• [Aim of the exercise]: Could you filter the records below and return each line that holds "href"?

• [Saved entries]:
↓↓↓

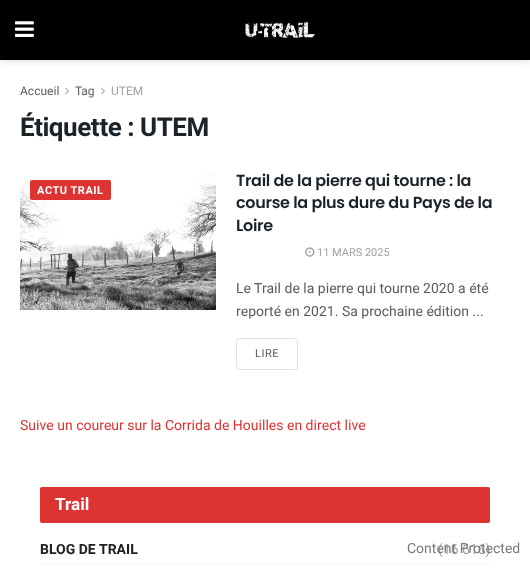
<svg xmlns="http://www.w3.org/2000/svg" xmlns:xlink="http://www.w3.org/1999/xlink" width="530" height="570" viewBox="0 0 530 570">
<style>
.cls-1{font:12px Heebo;fill:#595c5f}
.cls-2{font:12px Heebo;fill:#a0a0a0}
.cls-3{font:bold 26px Heebo;letter-spacing:-0.5px;fill:#1b2228}
.cls-4{font:bold 11px Heebo;letter-spacing:0.5px;fill:#ffffff}
.cls-5{font:600 16px Poppins;letter-spacing:-0.3px;fill:#1b2228}
.cls-6{font:11px Heebo;fill:#a0a0a0}
.cls-7{font:14px Heebo;fill:#595c5f}
.cls-8{font:11px Heebo;letter-spacing:0.5px;fill:#595c5f}
.cls-9{font:14px Heebo;fill:#dd3333}
.cls-10{font:bold 17px Heebo;fill:#ffffff}
.cls-11{font:bold 14px Heebo;fill:#212121}
.cls-12{font:14px Heebo;fill:#a0a0a0}
.cls-13{font:14px Heebo;fill:#7a7a7a}
</style>
<rect width="100%" height="100%" fill="#ffffff"/>
<rect fill="#000000" fill-opacity="0.1" filter="blur(3px)" x="0" y="2" width="530" height="60"/>
<rect fill="#000000" x="0" y="0" width="530" height="60"/>
<image xlink:href="image0.png" x="15" y="21" width="19" height="16"/>
<image xlink:href="image1.png" x="245" y="21" width="70" height="17"/>
<image xlink:href="image2.png" x="65" y="87" width="4" height="8"/>
<image xlink:href="image2.png" x="101" y="87" width="4" height="8"/>
<image xlink:href="image3.png" x="20" y="170" width="196" height="140"/>
<rect fill="#dd3333" x="30" y="180" width="81" height="20" rx="2"/>
<image xlink:href="image4.png" x="305" y="247" width="10" height="10"/>
<rect fill="none" stroke="#e0e0e0" x="236.5" y="338.5" width="61" height="31" rx="2.5"/>
<rect fill="#dd3333" x="40" y="487" width="450" height="36" rx="2"/>
<path fill="none" stroke="#eeeeee" stroke-dasharray="1 1" d="M40 563.5H490"/>
<text class="cls-1" x="20" y="95">Accueil</text>
<text class="cls-1" x="75" y="95">Tag</text>
<text class="cls-2" x="111" y="95">UTEM</text>
<text class="cls-3" x="20" y="136">Étiquette : UTEM</text>
<text class="cls-4" x="37" y="194">ACTU TRAIL</text>
<text class="cls-5"><tspan x="236" y="186">Trail de la pierre qui tourne : la</tspan><tspan x="236" y="208">course la plus dure du Pays de la</tspan><tspan x="236" y="231">Loire</tspan></text>
<text class="cls-6" x="317" y="256">11 MARS 2025</text>
<text class="cls-7"><tspan x="236" y="293">Le Trail de la pierre qui tourne 2020 a été</tspan><tspan x="236" y="316">reporté en 2021. Sa prochaine édition ...</tspan></text>
<text class="cls-8" x="255" y="357">LIRE</text>
<text class="cls-9" x="20" y="430">Suive un coureur sur la Corrida de Houilles en direct live</text>
<text class="cls-10" x="55" y="510">Trail</text>
<text class="cls-11" x="40" y="554">BLOG DE TRAIL</text>
<text class="cls-12" x="438" y="554">(16 616)</text>
<text class="cls-13" x="407" y="553">Content Protected</text>
</svg>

↑↑↑

• [Answer area]:
<image xlink:href="image0.png" x="15" y="21" width="19" height="16"/>
<image xlink:href="image1.png" x="245" y="21" width="70" height="17"/>
<image xlink:href="image2.png" x="65" y="87" width="4" height="8"/>
<image xlink:href="image2.png" x="101" y="87" width="4" height="8"/>
<image xlink:href="image3.png" x="20" y="170" width="196" height="140"/>
<image xlink:href="image4.png" x="305" y="247" width="10" height="10"/>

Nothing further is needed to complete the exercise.